PROBLEM REQUIREMENTS:
What lines in this listing contain the string "Knorhoek"? Report each one by copying it.

RAW DATA:
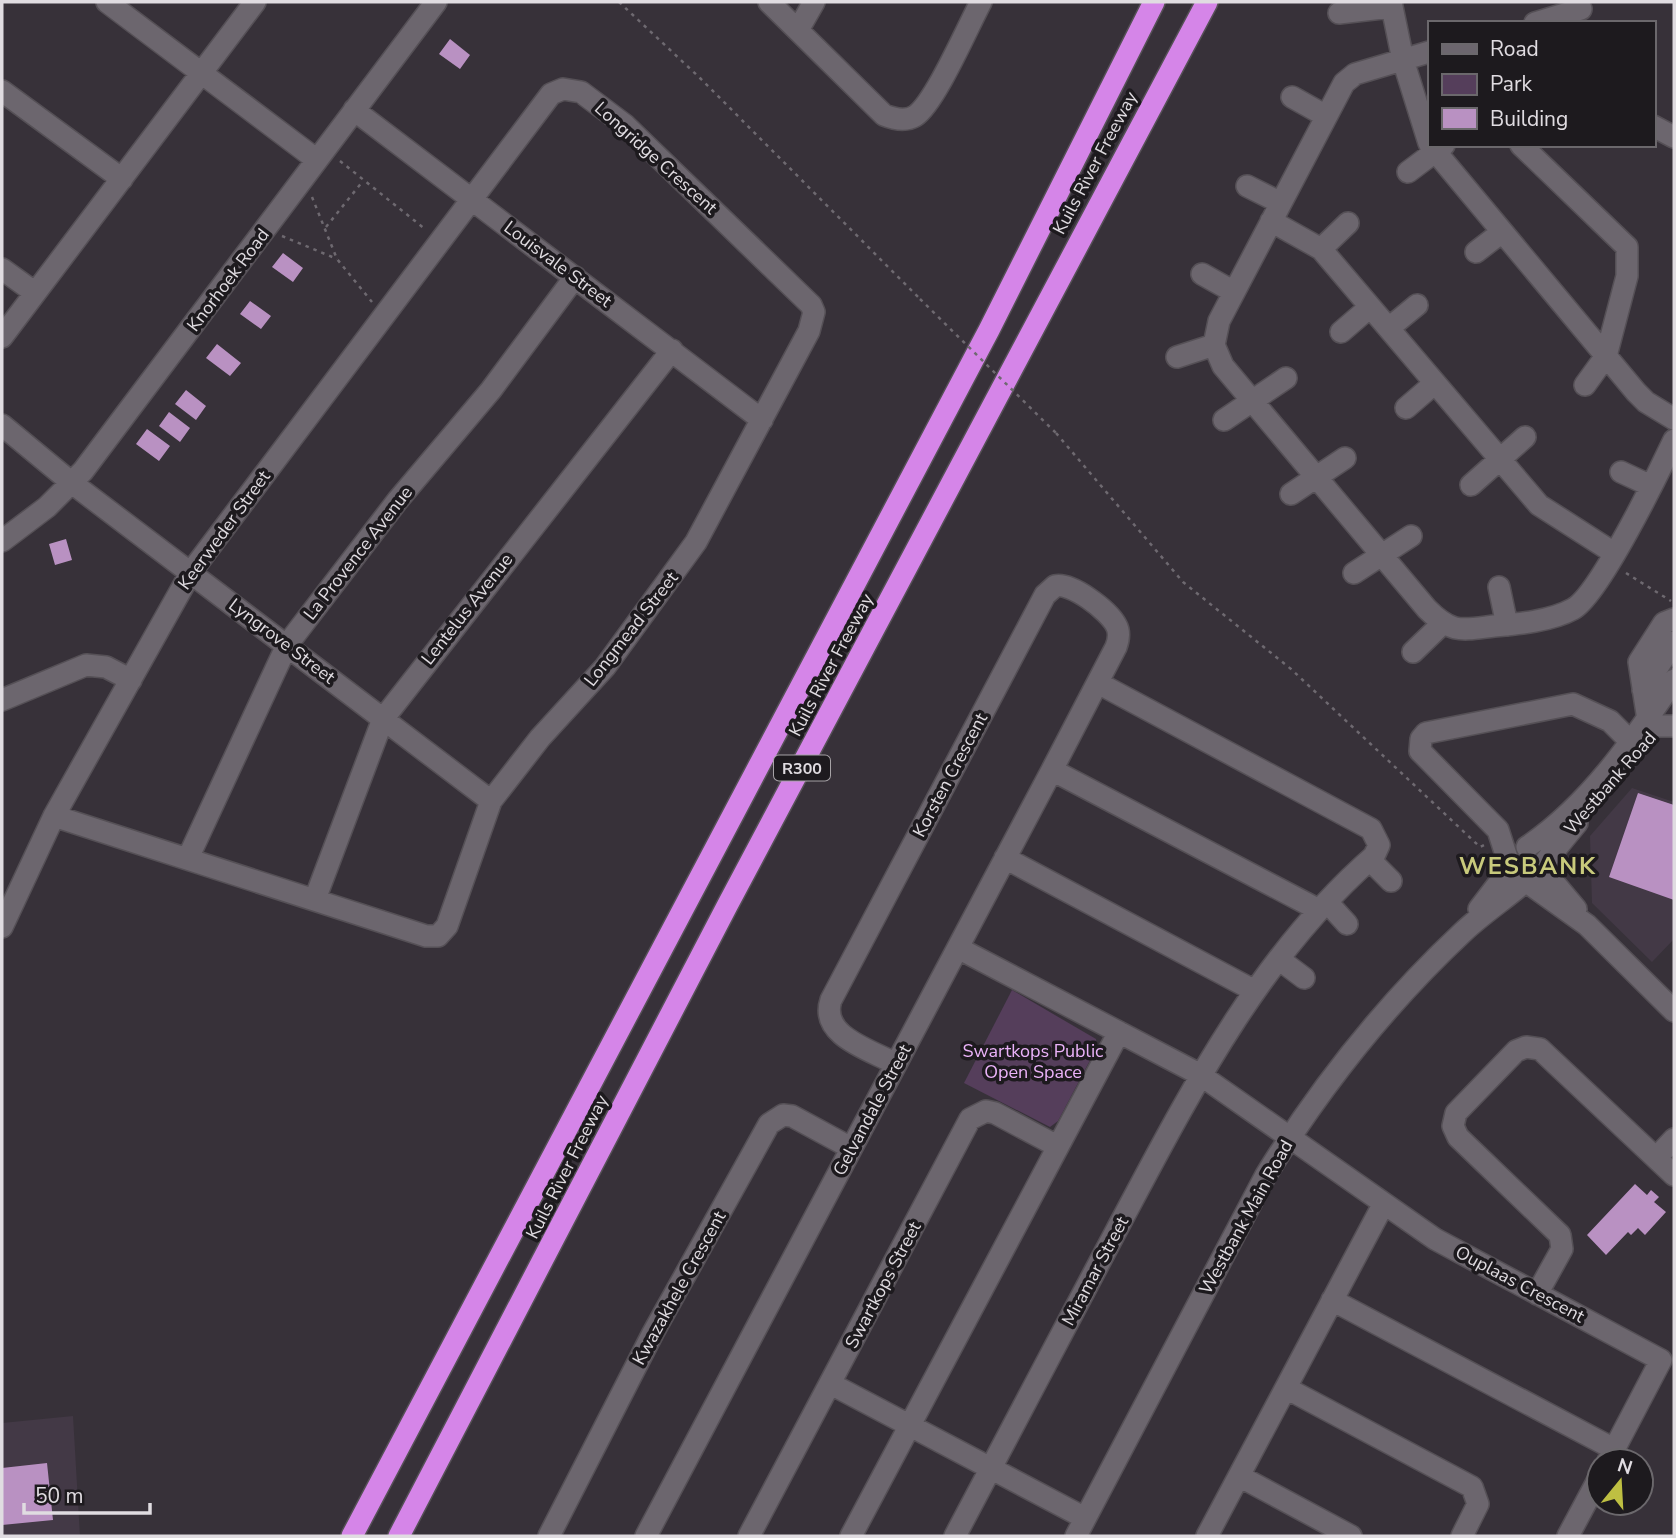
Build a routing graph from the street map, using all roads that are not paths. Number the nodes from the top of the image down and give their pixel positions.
1 (107, 2) edge
2 (255, 2) edge
3 (436, 2) edge
4 (769, 2) edge
5 (814, 2) edge
6 (981, 2) edge
7 (1154, 2) edge
8 (1208, 2) edge
9 (1391, 4) edge
10 (1582, 11) edge
11 (1339, 13) dead end
12 (1543, 21) edge
13 (798, 30) junction
14 (1428, 52) edge
15 (1403, 60) junction
16 (202, 73) junction
17 (2, 91) edge
18 (1292, 97) dead end
19 (354, 110) junction
20 (1326, 116) junction
21 (1655, 127) edge
22 (1428, 129) edge
23 (1674, 137) edge
24 (1433, 147) edge
25 (1435, 147) edge
26 (1523, 147) edge
27 (321, 155) junction
28 (1408, 172) dead end
29 (122, 179) junction
30 (1247, 186) dead end
31 (471, 198) junction
32 (1276, 212) junction
33 (1348, 223) dead end
34 (1502, 232) junction
35 (1321, 249) junction
36 (1476, 252) dead end
37 (2, 269) edge
38 (1202, 274) dead end
39 (575, 277) junction
40 (34, 292) junction
41 (1234, 292) junction
42 (1417, 304) dead end
43 (1370, 307) junction
44 (814, 312) joint
45 (1389, 328) junction
46 (1341, 332) dead end
47 (2, 337) edge
48 (1214, 345) junction
49 (672, 350) junction
50 (1606, 356) junction
51 (1177, 357) dead end
52 (1286, 378) dead end
53 (1435, 383) junction
54 (1585, 385) dead end
55 (1252, 400) junction
56 (1406, 408) dead end
57 (1674, 419) edge
58 (762, 420) junction
59 (1224, 420) dead end
60 (2, 425) edge
61 (1525, 437) dead end
62 (1674, 440) edge
63 (1345, 458) dead end
64 (1499, 459) junction
65 (1621, 472) dead end
66 (1317, 477) junction
67 (72, 483) junction
68 (1471, 485) dead end
69 (1651, 486) junction
70 (1291, 494) dead end
71 (1411, 536) dead end
72 (2, 541) edge
73 (1384, 554) junction
74 (1611, 558) junction
75 (191, 572) junction
76 (1353, 573) dead end
77 (1499, 587) dead end
78 (1674, 621) edge
79 (1443, 624) junction
80 (1507, 625) junction
81 (1674, 642) edge
82 (287, 645) junction
83 (1413, 652) dead end
84 (131, 680) junction
85 (1674, 680) edge
86 (1098, 683) junction
87 (1642, 683) junction
88 (2, 700) edge
89 (1674, 704) edge
90 (383, 719) junction
91 (1660, 724) edge
92 (1632, 743) junction
93 (1052, 770) junction
94 (491, 801) junction
95 (54, 816) junction
96 (188, 858) junction
97 (1005, 858) junction
98 (1370, 860) junction
99 (1526, 873) junction
100 (1391, 881) dead end
101 (315, 899) junction
102 (1323, 906) junction
103 (4, 918) edge
104 (1347, 924) dead end
105 (958, 948) junction
106 (1280, 960) junction
107 (1304, 978) dead end
108 (1255, 991) junction
109 (1674, 1011) edge
110 (1119, 1032) junction
111 (896, 1064) junction
112 (1199, 1074) junction
113 (1289, 1138) junction
114 (1674, 1139) edge
115 (1057, 1146) junction
116 (851, 1149) junction
117 (1656, 1158) junction
118 (1674, 1175) edge
119 (1383, 1205) junction
120 (1537, 1294) junction
121 (1332, 1300) junction
122 (1668, 1354) edge
123 (831, 1384) junction
124 (1286, 1388) junction
125 (910, 1425) junction
126 (1597, 1447) edge
127 (1616, 1447) edge
128 (991, 1468) junction
129 (1239, 1476) junction
130 (1585, 1505) edge
131 (1080, 1527) edge
132 (352, 1536) edge
133 (399, 1536) edge
134 (548, 1536) edge
135 (646, 1536) edge
136 (749, 1536) edge
137 (851, 1536) edge
138 (955, 1536) edge
139 (1207, 1536) edge
140 (1351, 1536) edge
141 (1462, 1536) edge
142 (1569, 1536) edge

1 - 16 street
2 - 16 street
3 - 19 street, Knorhoek Road
4 - 13 street
5 - 13 street
6 - 13 street
7 - 132 highway, Kuils River Freeway / R300
8 - 133 highway, Kuils River Freeway / R300
9 - 11 street
9 - 15 street
10 - 12 street
14 - 15 street
15 - 20 street
15 - 22 street
16 - 27 street
16 - 29 street
17 - 29 street
18 - 20 street
19 - 27 street, Knorhoek Road
19 - 31 street, Louisvale Street
20 - 32 street
21 - 23 street
24 - 28 street
25 - 34 street
26 - 50 street
27 - 67 street, Knorhoek Road
29 - 40 street
30 - 32 street
31 - 39 street, Louisvale Street
31 - 44 street, Longridge Crescent
31 - 75 street, Keerweder Street
32 - 35 street
32 - 41 street
33 - 35 street
34 - 36 street
34 - 50 street
35 - 43 street
37 - 40 street
38 - 41 street
39 - 49 street, Louisvale Street
39 - 82 street, La Provence Avenue
40 - 47 street
41 - 48 street
42 - 45 street
43 - 45 street
43 - 46 street
44 - 58 street, Longmead Street
45 - 53 street
48 - 51 street
48 - 55 street
49 - 58 street, Louisvale Street
49 - 90 street, Lentelus Avenue
50 - 54 street
50 - 57 street
52 - 55 street
53 - 56 street
53 - 64 street
55 - 59 street
55 - 66 street
58 - 94 street, Longmead Street
60 - 67 street, Lyngrove Street
61 - 64 street
62 - 69 street
63 - 66 street
64 - 68 street
64 - 74 street
65 - 69 street
66 - 70 street
66 - 73 street
67 - 72 street, Knorhoek Road
67 - 75 street, Lyngrove Street
69 - 74 street
71 - 73 street
73 - 76 street
73 - 79 street
74 - 80 street
75 - 82 street, Lyngrove Street
75 - 84 street, Keerweder Street
77 - 80 street
78 - 87 street
79 - 80 street
79 - 83 street
81 - 87 street
82 - 90 street, Lyngrove Street
82 - 96 street, La Provence Avenue
84 - 88 street
84 - 95 street, Keerweder Street
85 - 91 street, Westbank Road
86 - 93 street, Gelvandale Street
86 - 98 street
86 - 111 street, Korsten Crescent
87 - 91 street
89 - 91 street, Westbank Road
90 - 94 street, Lyngrove Street
90 - 101 street, Lentelus Avenue
91 - 92 street, Westbank Road
91 - 99 street, Westbank Road
92 - 99 street, Westbank Road
92 - 99 street
93 - 97 street, Gelvandale Street
93 - 102 street
94 - 101 street, Longmead Street
95 - 96 street
95 - 103 street, Keerweder Street
96 - 101 street
97 - 105 street, Gelvandale Street
97 - 108 street
98 - 100 street
98 - 102 street, Miramar Street
99 - 109 street
99 - 113 street, Westbank Main Road
102 - 104 street
102 - 106 street, Miramar Street
105 - 110 street, Ouplaas Crescent
105 - 111 street, Gelvandale Street
106 - 107 street
106 - 108 street, Miramar Street
108 - 112 street, Miramar Street
110 - 112 street, Ouplaas Crescent
110 - 115 street
111 - 116 street, Gelvandale Street
112 - 113 street, Ouplaas Crescent
112 - 128 street, Miramar Street
113 - 119 street, Ouplaas Crescent
113 - 131 street, Westbank Main Road
114 - 117 street
115 - 123 street, Swartkops Street
115 - 125 street
116 - 134 street, Kwazakhele Crescent
116 - 135 street, Gelvandale Street
117 - 118 street
117 - 120 street
119 - 120 street, Ouplaas Crescent
119 - 121 street
120 - 122 street, Ouplaas Crescent
121 - 124 street
121 - 126 street
122 - 127 street, Ouplaas Crescent
123 - 125 street
123 - 136 street, Swartkops Street
124 - 129 street
124 - 141 street
125 - 128 street
125 - 137 street
128 - 131 street
128 - 138 street, Miramar Street
129 - 139 street
129 - 140 street
130 - 142 street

TASK SOLUTION:
3 - 19 street, Knorhoek Road
19 - 27 street, Knorhoek Road
27 - 67 street, Knorhoek Road
67 - 72 street, Knorhoek Road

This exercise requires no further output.